NEW ZEALAND

Industry figures tip Shell to sell NZ assets

POTENTIAL bidders are already sizing up Shells New Zealand exploration and production interests, ...

Several people have told EnergyReview.net this week that they expect Shell to announce its intended exit from the NZ EP industry on or after the completion of the NZ$1 billion Pohokura development scheduled for mid-2006.

“I know there are some potential clients already interested in their assets, provided the link between STOS and Todd Energy can be severed,” one E&P veteran told ERN, referring to the Shell Todd Oil Services operatorship of Pohokura, Maui and Kapuni and the 50/50 ownership split between Shell and Todd.

“I have long held the view that Shell will exit the New Zealand EP scene by either selling the assets, or the business, as these do not meet any of the Shell Group performance objectives and do not have any long-term growth potential.”

As a result of Shell’s under-investment and under-commitment since its 2001 acquisition of Fletcher Challenge Energy (FCE), plus the accelerated decline of the Maui gas field, Shell’s NZ gas market share would decline from about 85% in 2001 to under 45% in 2007-08, notwithstanding the commissioning of Pohokura, he said.

“In a very brief period, Shell will have frittered away a pre-eminent gas supply position, which is a pretty sad statement on the rationale for the acquisition of FCE, and the decline in reserves is even more pronounced.”

Another industry figure, a downstream executive, said the NZ E&P business had been regarded as a non-core asset for Shell International for some time and he also expected a “for sale” sign shortly.

“They [Shell] will want to see Pohokura completed, to maximise the value from that project, but after that I wouldn’t be surprised if they bolt,” he said.

“And any formal announcement will quickly see interested parties, probably including some existing Australian majors, start formal discussions – it’s just a question of timing.”

He said any purchaser of Shell NZ’s EP assets would place a premium on the operator role and the associated control and influence. They would not want any deals cluttered by the present STOS arrangement.

Likely Australian bidders could include Origin Energy (though Origin’s existing majority stake in Contact Energy might complicate matters), existing Pohokura partner OMV, Santos, Woodside Petroleum or even Oil Search, which is still looking for meaningful growth opportunities beyond Papua New Guinea, one analyst told ERN.
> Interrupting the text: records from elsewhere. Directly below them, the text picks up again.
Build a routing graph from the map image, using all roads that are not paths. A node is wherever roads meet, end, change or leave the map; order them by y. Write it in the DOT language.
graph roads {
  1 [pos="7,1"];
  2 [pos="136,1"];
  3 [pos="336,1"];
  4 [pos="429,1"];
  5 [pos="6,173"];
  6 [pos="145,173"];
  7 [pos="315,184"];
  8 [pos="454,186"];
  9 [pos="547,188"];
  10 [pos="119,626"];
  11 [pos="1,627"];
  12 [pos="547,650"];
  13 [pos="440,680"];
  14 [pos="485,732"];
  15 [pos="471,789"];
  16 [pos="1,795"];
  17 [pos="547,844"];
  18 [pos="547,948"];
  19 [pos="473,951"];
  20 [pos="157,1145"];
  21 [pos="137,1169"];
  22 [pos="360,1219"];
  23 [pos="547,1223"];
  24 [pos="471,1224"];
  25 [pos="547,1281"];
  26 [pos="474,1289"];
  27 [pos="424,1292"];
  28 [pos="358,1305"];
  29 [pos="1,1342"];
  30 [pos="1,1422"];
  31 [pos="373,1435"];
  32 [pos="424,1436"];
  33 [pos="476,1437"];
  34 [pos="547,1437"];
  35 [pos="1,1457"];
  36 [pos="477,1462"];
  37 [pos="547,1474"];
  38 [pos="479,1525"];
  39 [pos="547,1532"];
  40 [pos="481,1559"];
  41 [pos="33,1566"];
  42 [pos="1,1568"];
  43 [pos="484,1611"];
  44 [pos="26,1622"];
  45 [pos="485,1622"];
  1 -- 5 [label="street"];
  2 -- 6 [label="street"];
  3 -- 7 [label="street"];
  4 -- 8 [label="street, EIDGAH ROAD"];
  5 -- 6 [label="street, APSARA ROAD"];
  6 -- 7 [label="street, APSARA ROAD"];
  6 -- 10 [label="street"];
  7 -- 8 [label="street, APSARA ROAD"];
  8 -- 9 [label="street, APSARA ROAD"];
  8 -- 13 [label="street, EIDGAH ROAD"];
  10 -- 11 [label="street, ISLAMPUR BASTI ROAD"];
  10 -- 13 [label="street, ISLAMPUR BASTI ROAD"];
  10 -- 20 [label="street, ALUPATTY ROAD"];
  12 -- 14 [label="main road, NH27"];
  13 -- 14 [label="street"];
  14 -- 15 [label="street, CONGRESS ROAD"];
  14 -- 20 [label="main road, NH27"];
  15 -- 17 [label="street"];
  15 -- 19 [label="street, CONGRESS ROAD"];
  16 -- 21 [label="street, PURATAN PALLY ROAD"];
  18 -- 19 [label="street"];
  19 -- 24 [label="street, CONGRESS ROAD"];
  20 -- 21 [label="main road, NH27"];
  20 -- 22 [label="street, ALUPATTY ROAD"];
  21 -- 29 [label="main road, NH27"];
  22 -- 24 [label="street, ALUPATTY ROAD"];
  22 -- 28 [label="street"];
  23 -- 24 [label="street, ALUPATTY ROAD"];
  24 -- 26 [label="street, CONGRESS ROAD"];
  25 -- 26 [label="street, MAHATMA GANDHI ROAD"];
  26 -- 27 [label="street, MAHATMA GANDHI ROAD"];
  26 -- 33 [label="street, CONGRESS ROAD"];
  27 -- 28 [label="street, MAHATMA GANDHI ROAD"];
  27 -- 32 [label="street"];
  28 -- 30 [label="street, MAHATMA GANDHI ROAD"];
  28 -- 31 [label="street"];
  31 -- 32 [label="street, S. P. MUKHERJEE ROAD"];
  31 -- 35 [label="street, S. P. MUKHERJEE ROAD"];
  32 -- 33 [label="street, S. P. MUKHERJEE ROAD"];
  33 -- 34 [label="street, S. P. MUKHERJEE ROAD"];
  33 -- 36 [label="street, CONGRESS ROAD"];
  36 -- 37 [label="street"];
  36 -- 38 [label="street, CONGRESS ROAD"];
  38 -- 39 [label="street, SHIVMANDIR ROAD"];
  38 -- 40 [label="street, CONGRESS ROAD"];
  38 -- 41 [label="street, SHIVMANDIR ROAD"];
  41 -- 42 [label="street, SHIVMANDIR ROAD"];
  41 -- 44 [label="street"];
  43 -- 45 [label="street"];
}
Apache and British independent Premier Oil plc – both of which looked seriously at the NZ exploration scene earlier this decade – could also be interested.

“OMV would be in the driving seat to assume operatorship of Pohokura and Maui, with their existing stakes and financial and technical capabilities,” said the downstream executive.

Shell NZ spokesman Simon King hosed down the speculation regarding his company saying Shell was fully committed to Pohokura coming onstream by mid-2006 and to maximising the remaining potential of Maui and Kapuni.

“At present, Shell’s EP assets in NZ provide a positive contribution to Shell’s EP portfolio,” King told ERN.

Shell International’s decision two years ago to effectively run Shell NZ’s EP business from Singapore had been a good one, according to King.

“The regional model has expanded the breadth of Shell’s input into its New Zealand assets, and we believe that this approach will create more value for our EP assets in New Zealand, which is good for Shell and for the country,” he said.

“Shell’s management team, on the ground in New Zealand and in the region, works with STOS to ensure we are applying the best technology and management skills to our assets here, and that we are able to use the best and most appropriate people in the region in New Zealand when we need them.”

ERN last week reported several in the industry as saying that decision to run operations from Singapore was fatally flawed, as the relationships that were formerly managed by the New Zealand managing director and country chairman were impossible to handle long-distance or on a fly-in, fly-out basis every six months or so.

Todd Energy and OMV NZ have declined to comment.

The interests in Shell’s major NZ gas fields are: Maui - Shell (83.75%), OMV (10%) and Todd Energy (6.25%); Pohokura - Shell 48%), OMV and Todd (26% each); Kapuni - Shell and Todd (50% each).